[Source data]
--------------------------------
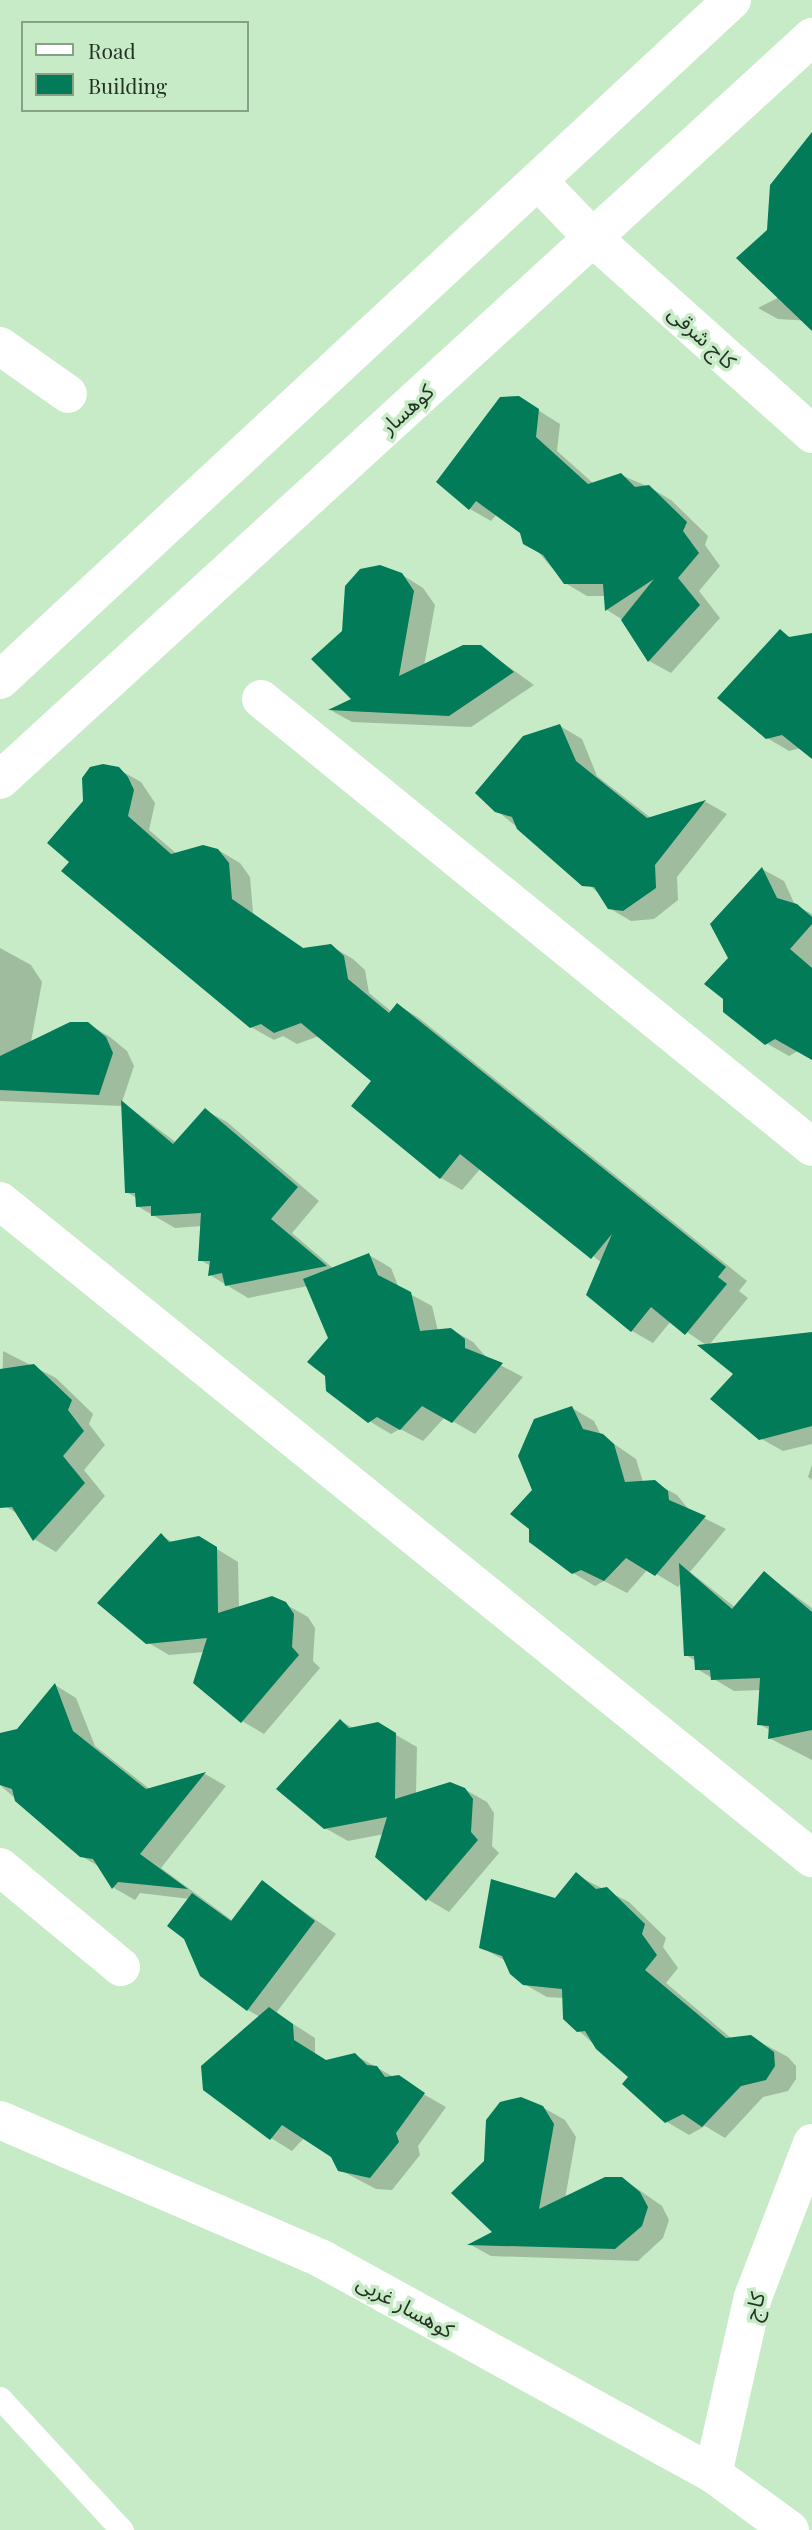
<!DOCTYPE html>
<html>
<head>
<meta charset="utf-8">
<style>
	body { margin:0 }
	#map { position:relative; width:812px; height:2530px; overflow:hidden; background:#c7ebc7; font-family:"Playfair Display","Noto Sans Arabic",serif }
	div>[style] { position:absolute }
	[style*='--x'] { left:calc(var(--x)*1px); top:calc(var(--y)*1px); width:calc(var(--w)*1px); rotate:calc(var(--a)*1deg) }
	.shadow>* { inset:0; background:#0003 }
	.building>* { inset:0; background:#017b58 }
	.service>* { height:23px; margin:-11.5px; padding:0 11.5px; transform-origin:11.5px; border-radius:11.5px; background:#fff }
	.minor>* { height:38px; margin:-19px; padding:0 19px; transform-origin:19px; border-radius:19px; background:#fff }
	.tertiary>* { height:38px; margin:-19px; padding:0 19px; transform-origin:19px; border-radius:19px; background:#fff }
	span { translate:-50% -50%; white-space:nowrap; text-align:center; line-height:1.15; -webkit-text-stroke:7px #c7ebc7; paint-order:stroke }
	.street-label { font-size:21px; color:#243224 }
	.legend { position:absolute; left:21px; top:21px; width:228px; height:91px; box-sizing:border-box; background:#c7ebc7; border:2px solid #86a186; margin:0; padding:9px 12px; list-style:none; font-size:21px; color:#243224 }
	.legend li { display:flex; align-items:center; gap:14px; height:35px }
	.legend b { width:35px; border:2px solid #86a186 }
</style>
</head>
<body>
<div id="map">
	<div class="shadow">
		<i style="clip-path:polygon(812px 167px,812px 321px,778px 319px,758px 308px,779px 297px,769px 231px)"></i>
		<i style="clip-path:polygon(519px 398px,560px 424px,557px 451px,594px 484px,621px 475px,649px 487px,671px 500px,708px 536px,705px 545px,720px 566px,699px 591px,720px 618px,671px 673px,649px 661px,623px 620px,607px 610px,606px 596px,587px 596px,565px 583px,521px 532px,497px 514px,491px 521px,470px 509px)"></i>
		<i style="clip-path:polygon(401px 574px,423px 588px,435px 605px,424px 666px,480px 646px,534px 685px,471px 727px,352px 722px,332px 711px,354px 700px)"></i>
		<i style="clip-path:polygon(781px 632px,793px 639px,812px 635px,812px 745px,789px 751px,767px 738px)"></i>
		<i style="clip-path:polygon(560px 726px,582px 739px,597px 776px,651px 818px,706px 802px,727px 814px,677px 877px,678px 900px,654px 919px,631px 921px,609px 908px,601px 895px,496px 810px)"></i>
		<i style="clip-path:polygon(118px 769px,141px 782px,155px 803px,149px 830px,177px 854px,218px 850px,240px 863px,250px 877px,253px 913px,306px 950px,331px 946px,353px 959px,365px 970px,369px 993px,392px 1012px,398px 1005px,419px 1018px,747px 1281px,739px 1291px,748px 1298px,709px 1345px,812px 1334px,812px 1444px,783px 1451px,760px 1438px,735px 1374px,706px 1345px,671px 1321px,653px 1343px,632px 1331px,602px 1263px,481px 1168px,462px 1190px,441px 1178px,374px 1081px,319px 1036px,297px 1044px,283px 1036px,274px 1040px,251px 1027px,71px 862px)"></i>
		<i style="clip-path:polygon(762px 869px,784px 881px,795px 905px,812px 914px,812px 1059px,798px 1051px,789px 1056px,766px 1043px,730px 958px)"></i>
		<i style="clip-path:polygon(0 948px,31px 965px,42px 982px,31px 1042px,88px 1024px,110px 1037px,127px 1051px,134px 1066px,122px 1102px,177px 1143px,205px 1110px,227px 1122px,319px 1201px,292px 1233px,334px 1269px,369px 1255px,391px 1268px,399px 1288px,432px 1306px,438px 1331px,451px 1329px,473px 1342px,487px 1358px,523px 1377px,475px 1434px,445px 1417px,423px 1441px,400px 1429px,391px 1434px,369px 1421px,308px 1286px,248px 1298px,210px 1275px,211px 1266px,200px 1260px,202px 1226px,175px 1228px,137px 1206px,137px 1198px,126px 1192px,123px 1106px,0 1101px)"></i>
		<i style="clip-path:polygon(3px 1351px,56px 1378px,93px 1414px,89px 1424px,105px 1445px,84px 1470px,105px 1496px,56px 1552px,34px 1539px,18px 1514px,0 1503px)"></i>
		<i style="clip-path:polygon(572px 1408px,594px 1421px,601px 1435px,636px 1459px,643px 1482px,654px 1482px,677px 1495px,690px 1511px,726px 1529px,690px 1572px,736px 1608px,765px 1574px,812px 1608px,812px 1760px,769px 1738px,770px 1730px,759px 1724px,761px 1690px,734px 1691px,697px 1669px,696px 1661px,686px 1655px,682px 1582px,678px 1587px,648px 1569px,627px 1593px,604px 1581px,595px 1586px,573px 1573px,534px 1490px)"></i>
		<i style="clip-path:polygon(812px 1465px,812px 1480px,808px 1477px)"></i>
		<i style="clip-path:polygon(161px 1535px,174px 1543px,199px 1538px,238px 1562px,239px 1608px,285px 1604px,308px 1617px,315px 1628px,313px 1661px,320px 1668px,264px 1734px,242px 1721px,204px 1652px,169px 1655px,147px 1642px)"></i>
		<i style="clip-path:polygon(55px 1685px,76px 1698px,95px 1746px,151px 1790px,205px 1774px,226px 1786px,161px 1868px,233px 1921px,262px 1882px,336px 1934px,276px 2013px,315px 2038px,315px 2054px,327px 2062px,355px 2055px,446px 2107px,418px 2146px,420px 2155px,392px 2190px,376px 2189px,340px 2170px,332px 2156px,304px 2138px,292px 2151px,271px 2138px,260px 2017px,248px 2010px,190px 1899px,140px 1893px,135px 1900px,114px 1888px,100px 1867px,81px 1856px,0 1785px,0 1737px,18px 1730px)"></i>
		<i style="clip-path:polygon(341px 1721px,355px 1729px,377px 1724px,417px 1747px,416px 1794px,464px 1789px,487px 1802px,494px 1813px,492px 1846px,499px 1853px,449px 1912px,427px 1899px,384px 1834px,348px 1841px,325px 1828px)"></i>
		<i style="clip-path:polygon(576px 1875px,629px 1902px,666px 1938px,663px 1947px,678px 1968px,666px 1983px,732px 2039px,751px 2037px,788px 2057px,796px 2066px,796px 2079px,788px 2091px,763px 2097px,725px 2138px,705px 2126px,689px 2135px,667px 2122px,631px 2077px,578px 2030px,564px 1998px,547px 1997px,524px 1984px,506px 1961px,480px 1947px,555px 1900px)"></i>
		<i style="clip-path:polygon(542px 2107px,565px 2120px,576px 2137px,565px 2199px,622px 2178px,662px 2206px,669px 2220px,663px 2238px,638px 2261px,491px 2256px,471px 2245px,495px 2233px)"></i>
	</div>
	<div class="building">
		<i style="clip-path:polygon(812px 132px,812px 331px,736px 258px,767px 230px,770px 185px)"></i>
		<i style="clip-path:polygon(519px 396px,539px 409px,536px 437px,588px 484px,621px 473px,635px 487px,649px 485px,687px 522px,683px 531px,699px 553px,678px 578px,700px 605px,648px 662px,621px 620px,654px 579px,605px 611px,603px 584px,564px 584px,543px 555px,523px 544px,520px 533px,476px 501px,469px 510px,436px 482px,500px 397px)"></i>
		<i style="clip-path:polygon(380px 565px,402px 573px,414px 591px,399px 676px,463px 645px,481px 645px,514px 672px,449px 716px,328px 710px,351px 699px,311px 659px,342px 631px,345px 586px,360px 569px)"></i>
		<i style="clip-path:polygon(780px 629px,789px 637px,812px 633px,812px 759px,782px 735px,766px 739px,717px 698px)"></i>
		<i style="clip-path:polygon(560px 724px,576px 761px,647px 818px,706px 800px,655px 865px,656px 888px,623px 911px,608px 909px,594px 887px,582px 886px,517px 829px,512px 817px,495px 812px,475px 793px,523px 736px)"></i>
		<i style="clip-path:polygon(103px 764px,119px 767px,128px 777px,134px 790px,128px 816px,171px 854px,203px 845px,218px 849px,229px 863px,232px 899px,303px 948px,331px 944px,344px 956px,348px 979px,389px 1013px,397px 1003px,726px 1267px,718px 1277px,727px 1284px,685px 1335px,651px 1307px,631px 1332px,586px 1295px,612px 1234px,591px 1259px,460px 1154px,440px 1179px,351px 1106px,371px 1081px,301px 1023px,274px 1033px,261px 1024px,250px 1028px,61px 871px,69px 862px,47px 843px,83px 801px,82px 778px,90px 767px)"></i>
		<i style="clip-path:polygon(762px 867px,777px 898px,797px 904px,812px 917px,812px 924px,790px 949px,812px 968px,812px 1060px,775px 1039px,765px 1045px,723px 1012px,723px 999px,704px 984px,728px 958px,710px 924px)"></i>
		<i style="clip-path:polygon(70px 1022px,88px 1022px,106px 1037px,113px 1053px,99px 1095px,0 1090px,0 1056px)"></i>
		<i style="clip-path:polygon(121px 1100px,173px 1144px,205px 1108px,298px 1187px,271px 1219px,327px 1266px,225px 1286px,222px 1273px,208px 1276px,210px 1261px,198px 1261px,201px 1213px,151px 1216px,151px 1206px,136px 1207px,135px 1193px,125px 1193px)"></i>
		<i style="clip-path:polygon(369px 1253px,378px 1275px,411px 1292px,420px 1331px,451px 1328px,465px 1339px,465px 1348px,503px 1363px,452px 1423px,422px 1406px,400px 1430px,377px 1417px,368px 1423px,326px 1391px,325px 1376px,307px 1362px,328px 1338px,303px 1279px)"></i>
		<i style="clip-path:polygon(812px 1332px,812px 1426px,759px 1440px,710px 1399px,733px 1374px,697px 1345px)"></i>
		<i style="clip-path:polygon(34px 1364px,72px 1400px,68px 1410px,84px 1431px,63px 1456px,85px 1483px,33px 1541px,12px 1507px,0 1508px,0 1369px)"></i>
		<i style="clip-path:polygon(572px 1406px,583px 1429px,603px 1434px,614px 1444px,625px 1482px,655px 1480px,668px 1491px,669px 1500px,706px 1516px,655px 1576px,626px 1558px,604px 1581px,581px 1570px,572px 1574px,529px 1542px,529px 1529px,510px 1514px,532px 1490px,518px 1456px,534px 1419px)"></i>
		<i style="clip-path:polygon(161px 1533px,169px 1542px,199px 1536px,217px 1547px,218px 1613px,272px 1596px,286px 1602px,294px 1614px,292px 1647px,299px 1655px,241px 1723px,193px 1683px,207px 1638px,146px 1644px,97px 1603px)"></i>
		<i style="clip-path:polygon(679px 1563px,732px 1609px,764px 1571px,812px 1612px,812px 1730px,768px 1739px,769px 1726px,757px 1725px,760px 1678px,711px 1680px,710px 1670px,695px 1670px,694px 1656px,684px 1656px)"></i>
		<i style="clip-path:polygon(55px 1683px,73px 1731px,146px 1789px,206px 1772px,140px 1854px,188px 1889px,118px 1882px,112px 1889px,93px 1859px,80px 1857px,15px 1801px,12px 1789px,0 1785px,0 1733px,17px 1729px)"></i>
		<i style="clip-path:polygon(340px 1719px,349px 1728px,378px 1722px,396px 1733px,395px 1799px,450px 1782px,465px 1788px,473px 1799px,471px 1832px,478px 1840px,426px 1901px,375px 1857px,387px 1817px,324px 1829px,276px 1789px)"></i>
		<i style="clip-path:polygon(576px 1872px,596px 1889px,607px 1887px,645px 1924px,642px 1934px,657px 1955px,645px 1970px,726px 2038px,751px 2035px,774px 2052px,775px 2066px,766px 2080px,741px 2086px,702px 2127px,683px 2114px,665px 2123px,622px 2084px,628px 2077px,596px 2049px,585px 2031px,577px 2032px,563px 2019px,562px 1989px,523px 1985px,510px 1974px,502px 1956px,479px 1948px,491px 1879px,555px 1898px)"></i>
		<i style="clip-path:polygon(262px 1880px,315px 1921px,247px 2011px,200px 1976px,184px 1939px,167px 1926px,192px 1893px,231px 1921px)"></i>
		<i style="clip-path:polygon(269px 2007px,293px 2024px,294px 2040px,326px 2060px,355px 2053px,367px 2065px,377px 2066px,385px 2077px,399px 2075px,425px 2093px,396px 2133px,399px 2142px,370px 2178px,338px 2171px,331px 2157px,282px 2125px,270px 2140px,203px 2090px,201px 2066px)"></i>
		<i style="clip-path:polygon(521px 2097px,543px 2106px,554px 2124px,539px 2209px,605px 2177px,622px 2177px,640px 2192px,648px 2207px,642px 2226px,615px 2249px,467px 2245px,492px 2232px,451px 2193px,484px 2161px,486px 2120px,500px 2102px)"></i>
	</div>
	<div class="service">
		<i style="--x:0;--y:2398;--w:180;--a:47.3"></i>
	</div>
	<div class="minor">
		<i style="--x:540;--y:183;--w:76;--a:46.1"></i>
		<i style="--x:593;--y:238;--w:294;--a:41.8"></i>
		<i style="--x:0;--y:346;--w:83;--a:35.2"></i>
		<i style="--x:261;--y:699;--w:710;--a:39.11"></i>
		<i style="--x:0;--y:1201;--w:1045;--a:38.98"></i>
		<i style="--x:0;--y:1867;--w:157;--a:39.6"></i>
		<i style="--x:713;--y:2474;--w:181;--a:-77.3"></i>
		<i style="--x:753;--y:2297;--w:165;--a:-69"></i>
	</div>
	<div class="tertiary">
		<i style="--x:0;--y:680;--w:999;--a:-42.89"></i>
		<i style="--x:0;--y:780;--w:1101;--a:-42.46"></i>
		<i style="--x:0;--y:2120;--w:351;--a:23.3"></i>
		<i style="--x:322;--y:2259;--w:446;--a:28.8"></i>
		<i style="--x:713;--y:2474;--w:95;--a:36"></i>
	</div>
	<div class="street-label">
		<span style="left:703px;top:336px;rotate:42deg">کاج شرقی</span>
		<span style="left:406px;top:408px;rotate:-42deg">کوهسار</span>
		<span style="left:406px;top:2305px;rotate:29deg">کوهسار غربی</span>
		<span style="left:753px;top:2306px;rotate:-75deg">کاج</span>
	</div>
	<ul class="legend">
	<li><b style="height:9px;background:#fff"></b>Road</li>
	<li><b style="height:19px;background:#017b58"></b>Building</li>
	</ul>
</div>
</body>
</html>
--------------------------------
__Task__: Your reply should be the lines of the records from the start through the line with "translate:-50% -50%; white-space:nowrap;", copied word for word, pictures omitted.

__Response area__:
<!DOCTYPE html>
<html>
<head>
<meta charset="utf-8">
<style>
	body { margin:0 }
	#map { position:relative; width:812px; height:2530px; overflow:hidden; background:#c7ebc7; font-family:"Playfair Display","Noto Sans Arabic",serif }
	div>[style] { position:absolute }
	[style*='--x'] { left:calc(var(--x)*1px); top:calc(var(--y)*1px); width:calc(var(--w)*1px); rotate:calc(var(--a)*1deg) }
	.shadow>* { inset:0; background:#0003 }
	.building>* { inset:0; background:#017b58 }
	.service>* { height:23px; margin:-11.5px; padding:0 11.5px; transform-origin:11.5px; border-radius:11.5px; background:#fff }
	.minor>* { height:38px; margin:-19px; padding:0 19px; transform-origin:19px; border-radius:19px; background:#fff }
	.tertiary>* { height:38px; margin:-19px; padding:0 19px; transform-origin:19px; border-radius:19px; background:#fff }
	span { translate:-50% -50%; white-space:nowrap; text-align:center; line-height:1.15; -webkit-text-stroke:7px #c7ebc7; paint-order:stroke }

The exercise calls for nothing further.